**Assignment:** Scan the lines below for the string "Giugno" and copy every one that has it.

**Available data:**

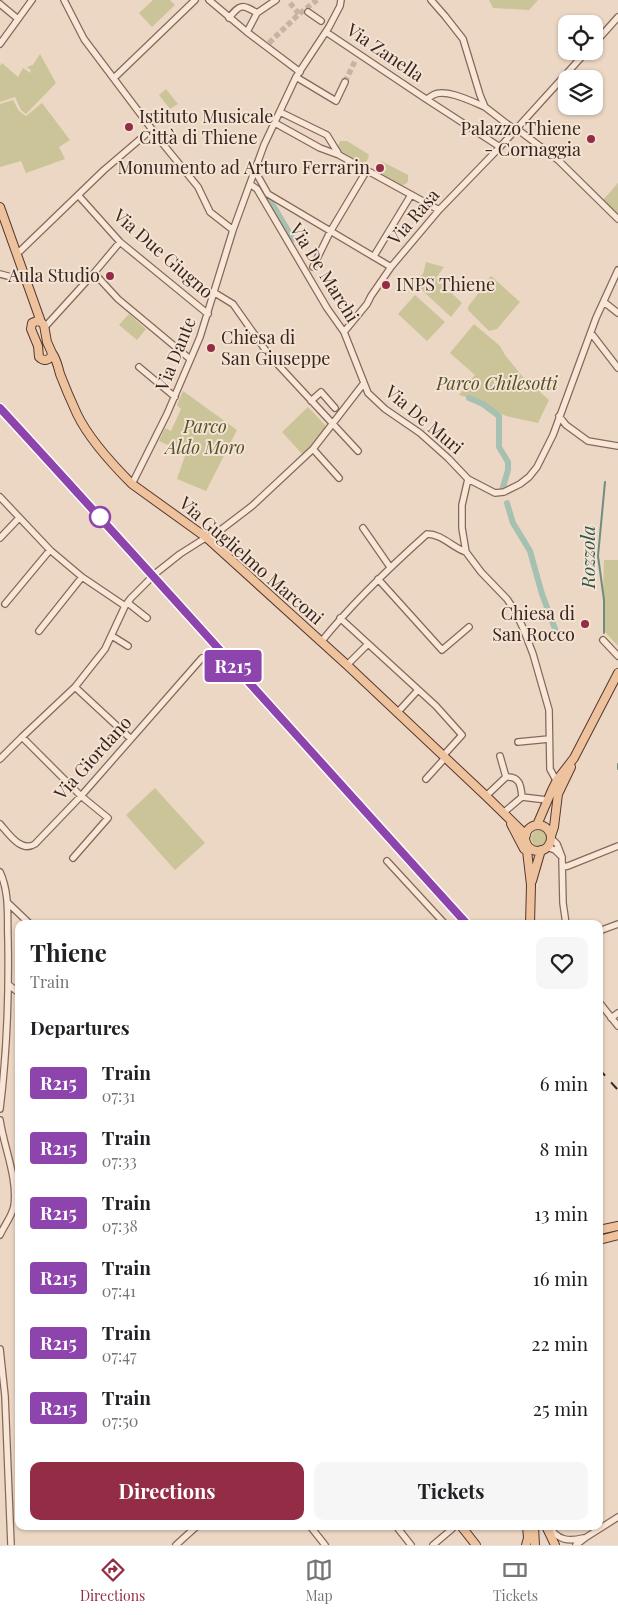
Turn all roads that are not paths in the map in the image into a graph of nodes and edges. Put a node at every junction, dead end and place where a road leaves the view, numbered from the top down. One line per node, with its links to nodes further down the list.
1 (32, 0): 13 (street)
2 (64, 0): 21 (street)
3 (195, 0): 21 (street)
4 (209, 0): 12 (street)
5 (276, 0): 10 (street)
6 (341, 0): 16 (street, Via Dante)
7 (435, 2): 24 (street)
8 (0, 4): 13 (street)
9 (308, 12): 14 (street)
10 (257, 13): 12 (street); 15 (street)
11 (618, 17): 17 (street)
12 (229, 18): 15 (street)
13 (18, 19): 18 (street)
14 (321, 21)
15 (247, 32): 20 (street)
16 (326, 32): 20 (street, Via Dante); 23 (street, Via Zanella)
17 (603, 34)
18 (0, 44)
19 (579, 60): 28 (street, Via Rasa)
20 (298, 74): 22 (street); 25 (street, Via Dante)
21 (114, 78): 27 (street)
22 (345, 82)
23 (426, 100): 24 (street, Via Zanella); 30 (street, Via Zanella)
24 (485, 107): 28 (street, Via Zanella)
25 (280, 112): 26 (street, Via Dante); 29 (street)
26 (275, 123): 31 (street); 34 (street, Via Dante)
27 (152, 129): 36 (street); 41 (street)
28 (516, 130): 30 (street, Via Rasa); 40 (street, Via Zanella)
29 (329, 139): 31 (street); 32 (street)
30 (500, 147): 39 (street, Via Rasa)
31 (324, 148): 32 (street)
32 (339, 155): 33 (street)
33 (367, 170): 37 (street); 42 (street)
34 (255, 171): 35 (street, Via Dante); 42 (street)
35 (250, 184): 41 (street, Via Dante); 59 (street, Via De Marchi)
36 (78, 195): 43 (street, Via Due Giugno); 44 (street)
37 (411, 195): 39 (street); 45 (street)
38 (0, 207): 44 (main road, Via Guglielmo Marconi)
39 (438, 210): 47 (street, Via Rasa)
40 (618, 219)
41 (233, 230): 52 (street, Via Dante)
42 (330, 232): 45 (street); 46 (street)
43 (120, 242): 49 (street); 56 (street, Via Due Giugno)
44 (17, 254): 51 (main road, Via Guglielmo Marconi)
45 (374, 256): 47 (street)
46 (312, 267)
47 (391, 267): 59 (street, Via Rasa)
48 (618, 270): 53 (street, Via De Muri)
49 (94, 273): 58 (street); 62 (street)
50 (0, 274): 51 (street)
51 (27, 280): 54 (main road, Via Guglielmo Marconi)
52 (215, 294): 56 (street, Via Dante); 69 (street)
53 (604, 302): 55 (street); 60 (street, Via De Muri)
54 (36, 308): 57 (main road); 58 (main road, Via Guglielmo Marconi)
55 (618, 313)
56 (208, 314): 62 (street, Via Dante)
57 (32, 324): 58 (main road); 63 (main road)
58 (43, 324): 61 (main road, Via Guglielmo Marconi)
59 (344, 332): 67 (street, Via De Marchi)
60 (591, 333): 65 (street); 71 (street, Via De Muri)
61 (52, 353): 63 (main road); 66 (main road, Via Guglielmo Marconi)
62 (190, 359): 68 (street, Via Dante)
63 (45, 360): 66 (main road)
64 (139, 368): 68 (street)
65 (618, 368)
66 (59, 371): 78 (main road, Via Guglielmo Marconi)
67 (364, 383): 72 (street); 77 (street, Via De Muri)
68 (174, 397): 78 (street, Via Dante)
69 (311, 401): 70 (street); 72 (street)
70 (335, 408)
71 (559, 416): 73 (street); 77 (street, Via De Muri)
72 (332, 423): 74 (street); 75 (street)
73 (618, 446)
74 (314, 449): 76 (street); 83 (street)
75 (358, 451)
76 (339, 478)
77 (468, 479): 85 (street)
78 (132, 484): 83 (main road, Via Guglielmo Marconi)
79 (0, 497): 80 (street)
80 (20, 518): 82 (street); 84 (street)
81 (363, 528): 86 (street)
82 (0, 538)
83 (206, 538): 90 (street); 97 (main road, Via Guglielmo Marconi)
84 (50, 550): 87 (street); 89 (street)
85 (466, 552): 86 (street); 109 (street)
86 (390, 567): 88 (street)
87 (82, 577): 90 (street); 94 (street)
88 (378, 579): 92 (street); 93 (street)
89 (5, 604)
90 (126, 605): 91 (street); 95 (street)
91 (147, 618)
92 (340, 618): 97 (street); 98 (street)
93 (469, 627)
94 (39, 631)
95 (112, 636): 99 (street); 104 (street)
96 (603, 640): 100 (street)
97 (321, 642): 102 (main road, Via Guglielmo Marconi)
98 (368, 644): 102 (street); 105 (street)
99 (128, 646)
100 (618, 656)
101 (202, 658): 108 (street, Via Giordano)
102 (347, 666): 106 (main road, Via Guglielmo Marconi)
103 (618, 674): 113 (main road)
104 (75, 687): 107 (street); 108 (street)
105 (418, 690): 106 (street); 112 (street)
106 (397, 712): 112 (main road, Via Guglielmo Marconi)
107 (22, 737): 114 (street); 118 (street)
108 (131, 739): 118 (street, Via Giordano)
109 (549, 739): 110 (street); 117 (street)
110 (518, 742)
111 (500, 756): 115 (street)
112 (444, 757): 116 (street); 119 (main road, Via Guglielmo Marconi)
113 (574, 758): 117 (main road); 120 (main road)
114 (0, 760)
115 (506, 777): 119 (street); 121 (street)
116 (426, 779)
117 (557, 780): 120 (street); 122 (main road)
118 (81, 796): 124 (street, Via Giordano); 131 (street)
119 (486, 796): 123 (main road, Via Guglielmo Marconi)
120 (558, 796): 122 (street); 126 (main road)
121 (522, 798): 122 (street); 123 (street)
122 (546, 803): 125 (main road)
123 (505, 815): 125 (main road, Via Guglielmo Marconi); 127 (main road, Via Guglielmo Marconi); 132 (main road, Via Guglielmo Marconi)
124 (0, 824)
125 (535, 826): 126 (main road, Via Guglielmo Marconi); 127 (main road)
126 (551, 837): 129 (main road, Via Guglielmo Marconi); 130 (street)
127 (526, 838): 129 (main road, Via Guglielmo Marconi); 132 (main road, Via Guglielmo Marconi)
128 (618, 846): 134 (street)
129 (544, 848): 130 (street); 136 (main road, Via Guglielmo Marconi)
130 (562, 857): 134 (street)
131 (73, 858)
132 (527, 860): 136 (main road, Via Guglielmo Marconi)
133 (387, 861): 139 (street)
134 (562, 867): 141 (street)
135 (0, 872): 137 (street)
136 (531, 885): 140 (main road, Via Guglielmo Marconi)
137 (8, 903): 138 (street); 144 (street)
138 (26, 920)
139 (441, 920)
140 (530, 920)
141 (565, 920)
142 (618, 924): 143 (street)
143 (603, 930)
144 (8, 985): 145 (street); 150 (street)
145 (15, 990)
146 (603, 1007): 148 (street)
147 (618, 1013): 148 (street)
148 (611, 1018): 149 (street)
149 (618, 1026)
150 (0, 1109)
151 (0, 1120): 152 (street)
152 (15, 1195)
153 (15, 1209): 156 (street)
154 (618, 1226): 155 (main road)
155 (603, 1229)
156 (0, 1235)
157 (618, 1235): 158 (main road)
158 (603, 1239)
159 (0, 1349): 173 (street)
160 (618, 1517): 161 (street)
161 (603, 1527)
162 (193, 1530): 174 (street)
163 (313, 1530): 175 (street)
164 (399, 1530): 176 (street)
165 (449, 1530): 177 (street)
166 (464, 1530): 178 (main road)
167 (527, 1530): 179 (main road)
168 (534, 1530): 180 (main road)
169 (549, 1530): 181 (main road)
170 (552, 1530): 172 (street)
171 (598, 1530): 172 (street)
172 (585, 1538): 182 (street)
173 (11, 1545)
174 (176, 1545)
175 (325, 1545)
176 (411, 1545)
177 (433, 1545)
178 (476, 1545)
179 (526, 1545)
180 (534, 1545)
181 (555, 1545)
182 (576, 1545)

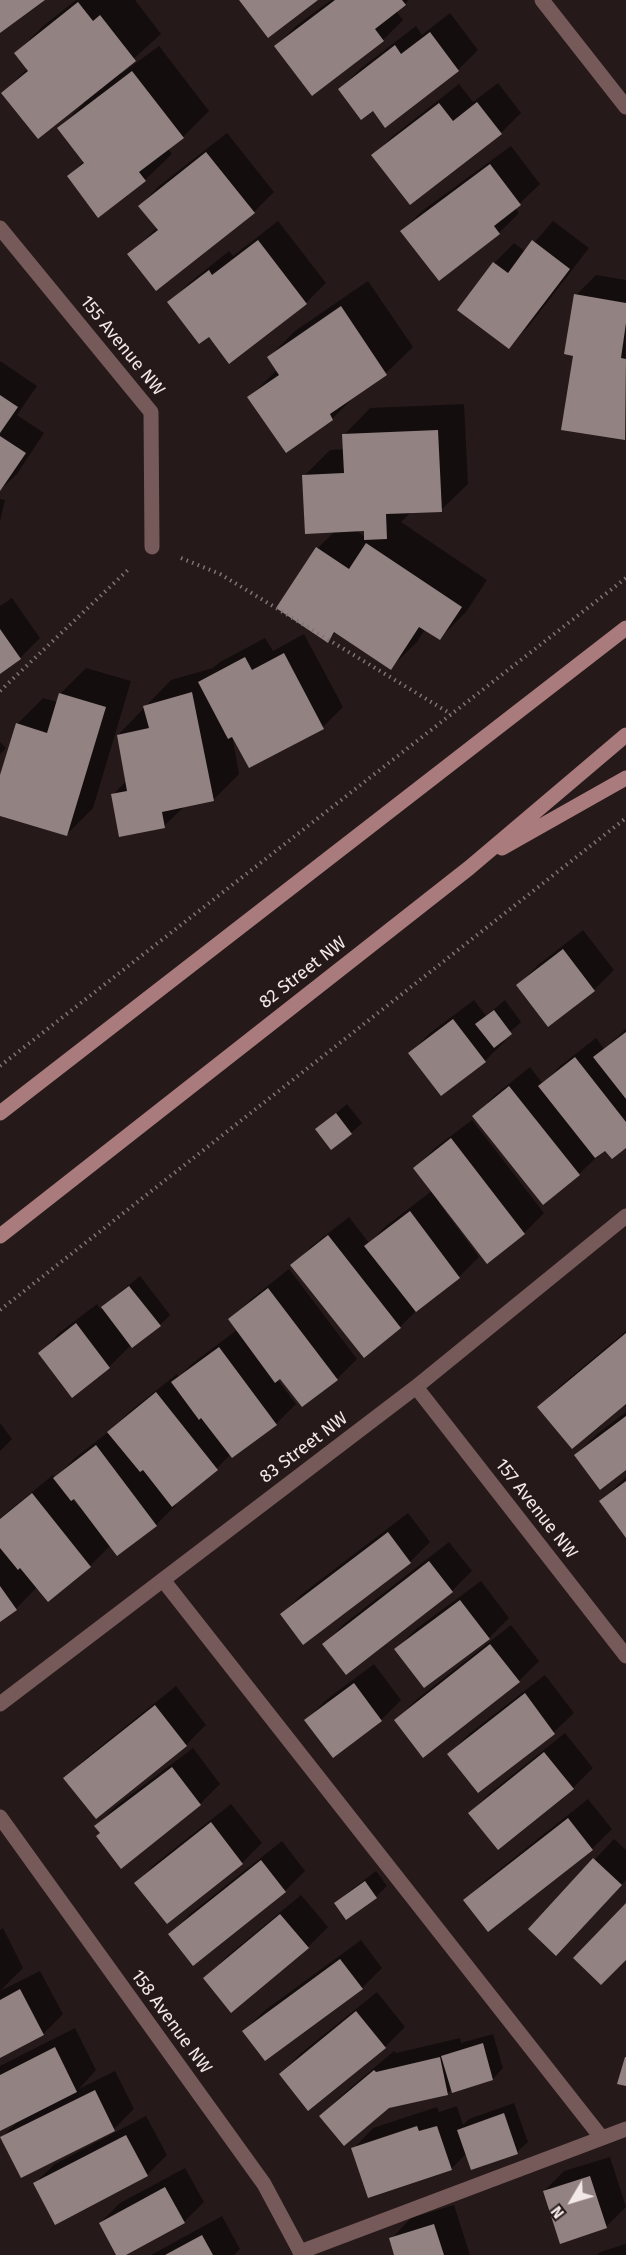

**Written response:**
36 (78, 195): 43 (street, Via Due Giugno); 44 (street)
43 (120, 242): 49 (street); 56 (street, Via Due Giugno)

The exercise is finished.